My dear, I have devised a plan. A plan which will require great physical prowess and mental fortitude. I have spent many a day and many a night on its elaboration, for its phases are manyfold, as you will soon come to realize. In order to simplify this plan to its most efficient form, I have chosen to accelerate certain thought processes, only, you can understand, to faster arrive at the final stages of preparation, as well as its actual realization. An example of this would be the withdrawal of the vain and time consuming act of finding a proper name for the plan, thus resulting in it being named, out of pure practical concern: The Plan. Although I have since taken to referring to it as The Great Leap in the company of my closest friends to whom I conveyed my initial ideas for this project. Please do not anger yourself on account of my, stubborn I grant you, refusal to commit to such a mundane and obvious act as taking a plane across the ocean. Everyone is so compliant with being ever so slight variations of each other and I, am not so. It is partly because of these eccentricities of mine that you have fallen for me. You will have to allow me them once more, for, truth be told, they are me and I am they. Inseparable.
Domesticities aside, there are more technical aspects of this plan that I would like to discuss. You, being a woman of the world and a scholar, might appreciate this passage most of all. A vast, all-altering idea has slowly come to ripeness in my mind through numerous studies on a large variety of subjects. We, the human race, base our understanding on popular and well accepted perception and beliefs to which, over centuries, we have enslaved ourselves. Take, as an example, the first belief that comes to mind: Religion. Where does god exist but in the mind of people? Yet, slowly, through the cumulation of the belief in His existence, has He not transcended into the material world through art, literature and architecture? Has He not been the cause of wars, sacrifice and torture? Has He not been the object of love and hate? Have not so many lived and died by His rules? What other ideas, then, are so accepted by popular belief, and so transformed into unquestionable facts of common knowledge. Ever since birth we marinate in other’s beliefs and perceptions of the world. Too late does the day come when we develop an autonomous mind, for these beliefs lay too deep, at the very foundation of our understanding of the world. We cannot question them and have no other choice but to keep building upon them.
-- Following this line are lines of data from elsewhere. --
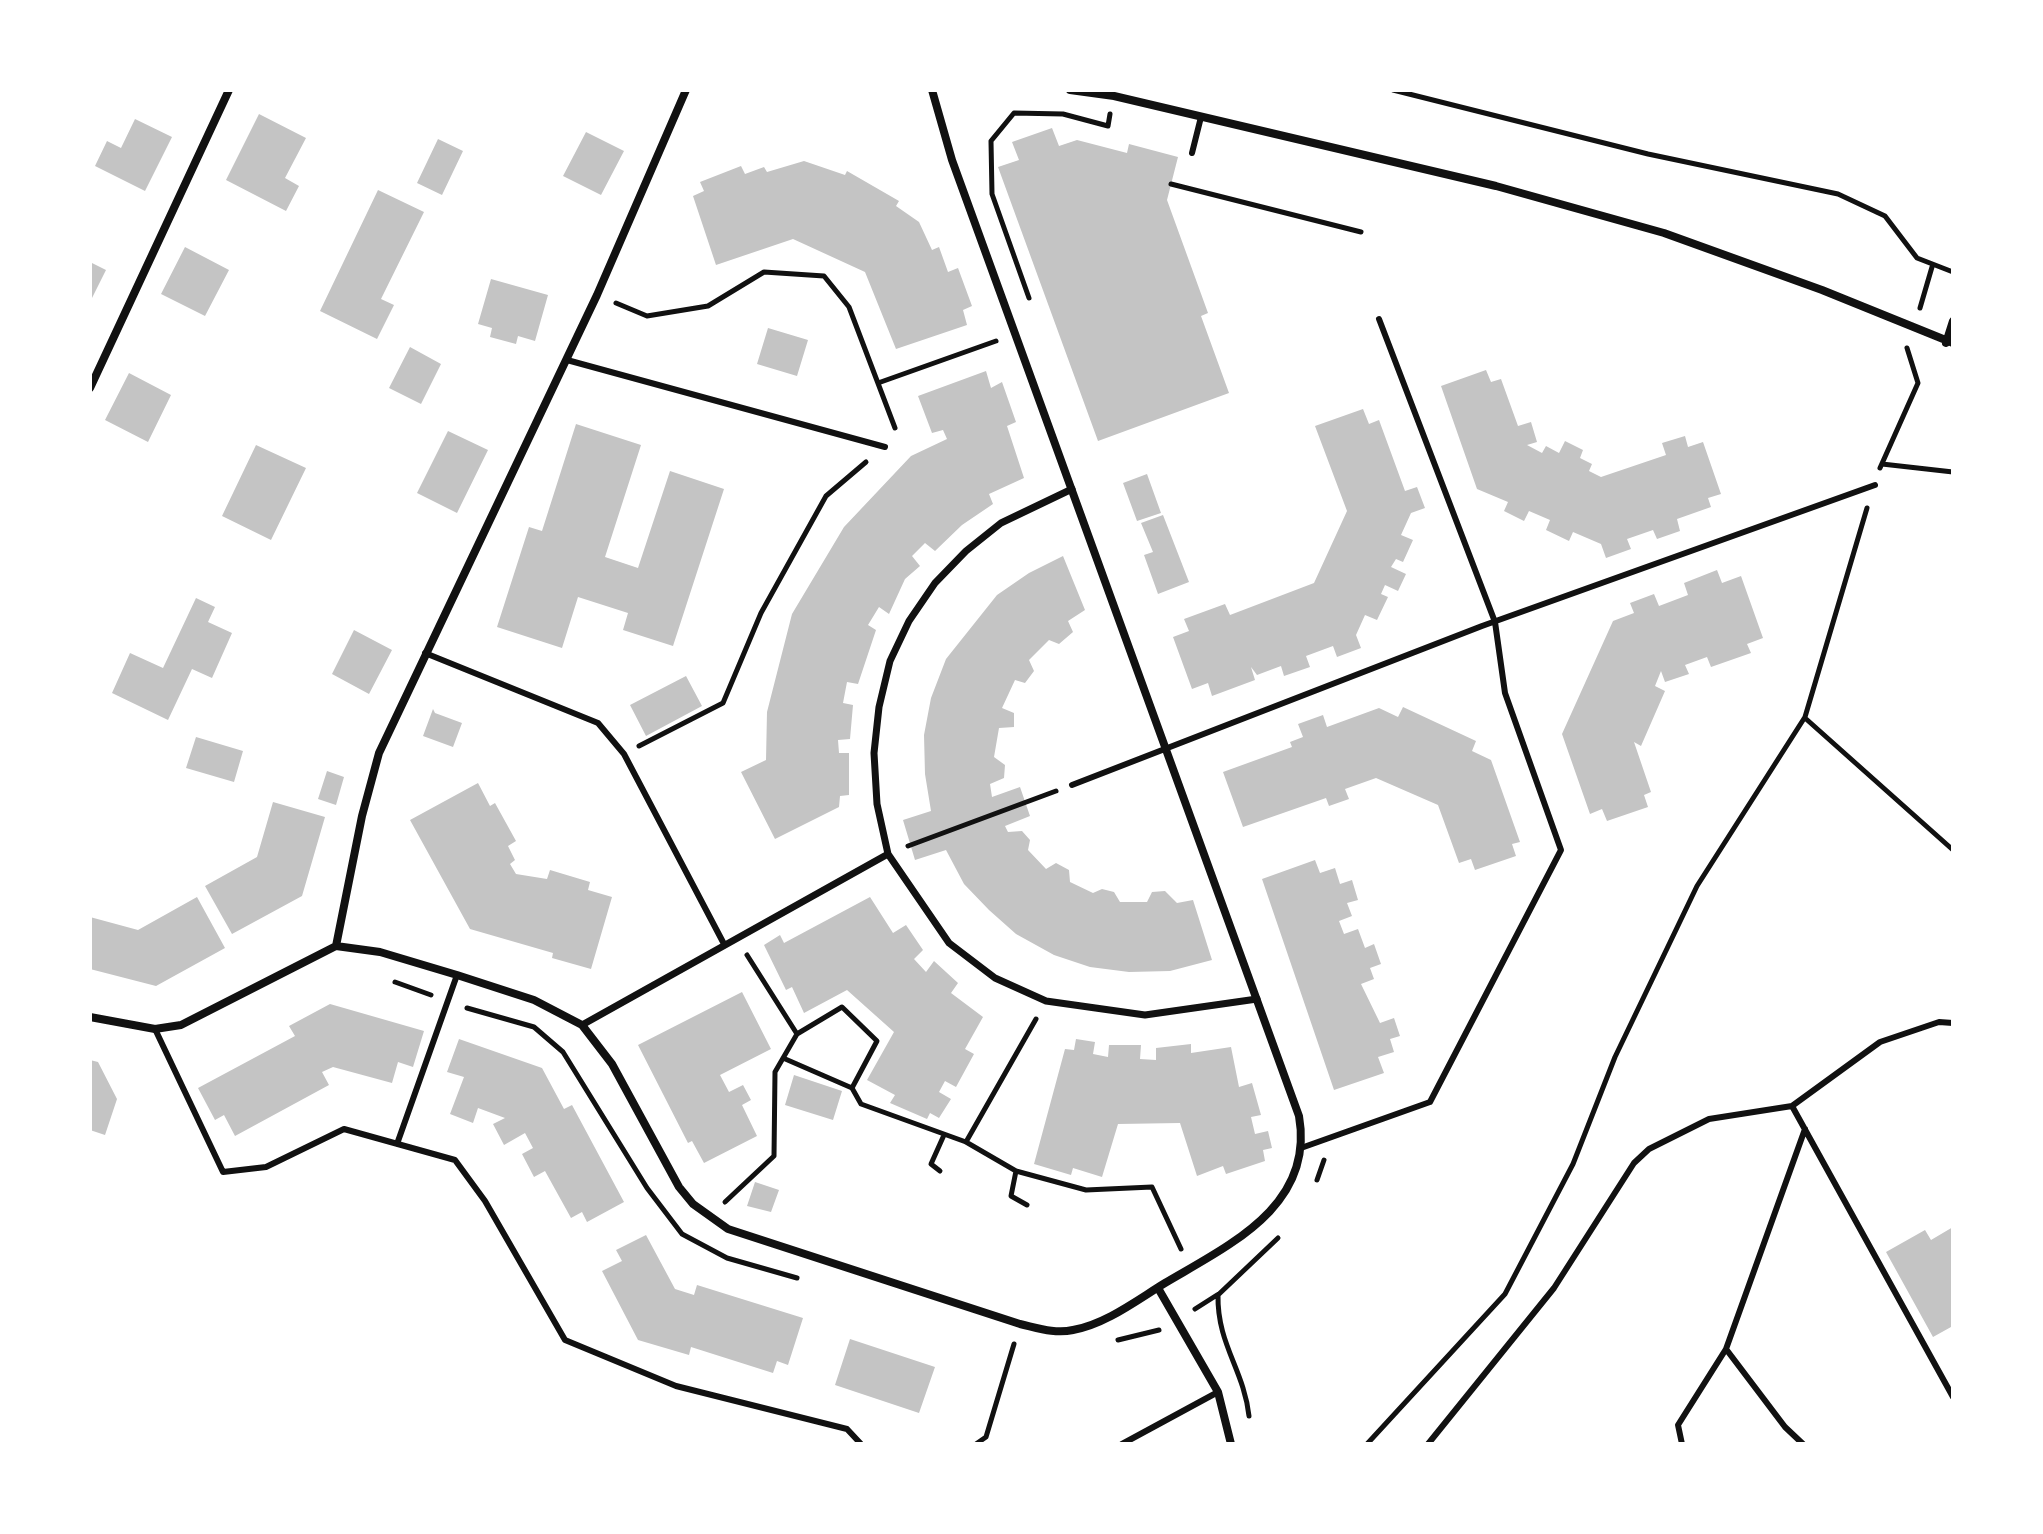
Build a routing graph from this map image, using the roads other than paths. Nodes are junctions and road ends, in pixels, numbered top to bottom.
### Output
1 (229, 90) edge
2 (686, 90) edge
3 (932, 90) edge
4 (1070, 90) edge
5 (1201, 117) junction
6 (1192, 153) dead end
7 (1379, 319) dead end
8 (1953, 321) edge
9 (1949, 343) edge
10 (567, 360) junction
11 (90, 388) edge
12 (885, 447) road end
13 (1875, 485) road end
14 (1072, 489) junction
15 (1495, 622) junction
16 (425, 653) junction
17 (1167, 748) junction
18 (1072, 785) road end
19 (888, 854) junction
20 (724, 944) junction
21 (336, 946) junction
22 (457, 975) junction
23 (1257, 999) junction
24 (90, 1017) edge
25 (1953, 1023) edge
26 (582, 1025) junction
27 (155, 1029) junction
28 (1792, 1106) junction
29 (1805, 1129) junction
30 (397, 1144) junction
31 (1301, 1148) junction
32 (1158, 1288) junction
33 (1726, 1349) junction
34 (1218, 1392) junction
35 (1953, 1397) edge
36 (861, 1444) edge
37 (1122, 1444) edge
38 (1231, 1444) edge
39 (1428, 1444) edge
40 (1682, 1444) edge
41 (1803, 1444) edge

1 - 11 street
2 - 10 street
3 - 14 street
4 - 5 street
5 - 6 lane
5 - 9 street
7 - 15 lane
8 - 9 street
10 - 12 lane
10 - 16 street
13 - 15 lane
14 - 17 street
14 - 19 street
15 - 17 lane
15 - 31 lane
16 - 20 lane
16 - 21 street
17 - 18 lane
17 - 23 street
19 - 20 street
19 - 23 street
20 - 26 street
21 - 22 street
21 - 27 street
22 - 26 street
22 - 30 lane
23 - 31 street
24 - 27 street
25 - 28 lane
26 - 32 street
27 - 30 lane
28 - 29 lane
28 - 39 lane
29 - 33 lane
29 - 35 lane
30 - 36 lane
31 - 32 street
32 - 34 street
33 - 40 lane
33 - 41 lane
34 - 37 lane
34 - 38 street

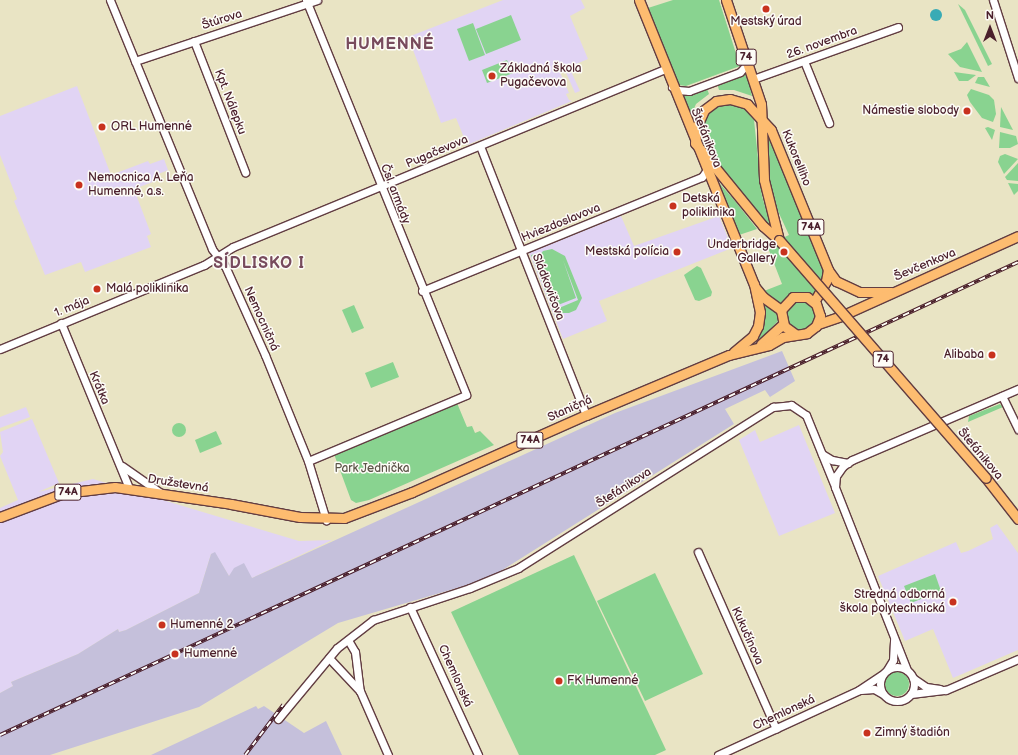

A great theoretician and scientist called Irvine Matters once has said: “It takes considerably more skill to erase an idea from one’s mind then to plant one; if it is to be done at all.” This is what I will endeavor towards. How does one go about forgetting? One could perhaps train one’s mind to think not. To void one’s mind of its content, however, for any length of time, is a truly risky venture. Who’s to say the amount of rules and beliefs by which we live that could unravel themselves as pure fabrications? A scary thought indeed. One that renders unappealing the possibility of voiding one’s mind entirely, lest the true world be unleashed. Hypothetically, colours could be a mere fabrication to hide the hideousness of the world, or worse, the air we think we breathe in order to survive, could in fact be precisely what makes us mortal. But how could one break through such ingrained beliefs? How could one prove to one’s mind the exact contrary of what it has been trained to believe? Well, these are hard questions to answer, and I have struggled with them a great deal.
Ironically, the answer came to me as I was, one night, analyzing some religious scriptures: one must take a Leap of Faith. One that is contrary to the belief that one is attempting to break. But most importantly, it must put one’s whole existence at risk. For example, if, like me, one wanted to prove to oneself that gravity is but a materialized misconception of our collective will to stay grounded and close to the earth, that it is nothing more than a universally accepted fabrication; one would simply need to jump off a building, say, not with the hope or fear that gravity will take its course and forward one towards death, but with the unconquerable confidence that gravity is not. Of course I could be mistaken. Maybe gravity is.
It is now grand time for me to unveil The Plan to you. After which our correspondence will cease whether success or failure is met. This has the potential of being the culminating point of my entire life’s work. It will therefore require all of my might. Should it prove sufficient and should my calculations prove correct, we will have no more need for letters, for I will be at your side once again. But, enough with the sentimentalities, here is what the final stage of The Plan consists of:
At 0500 hours on Sunday the 29th of September, if all goes according to plan, I will be jumping off the roof of my house and will spend the whole day floating as the world rotates under me, and approximately 13 hours later, I will land safe and sound, somewhere on the European continent, and from there I will make my way to your Little Red House by whichever means available.
You are entirely worth this sacrifice to me. I wish nothing more than to hold you in my arms again.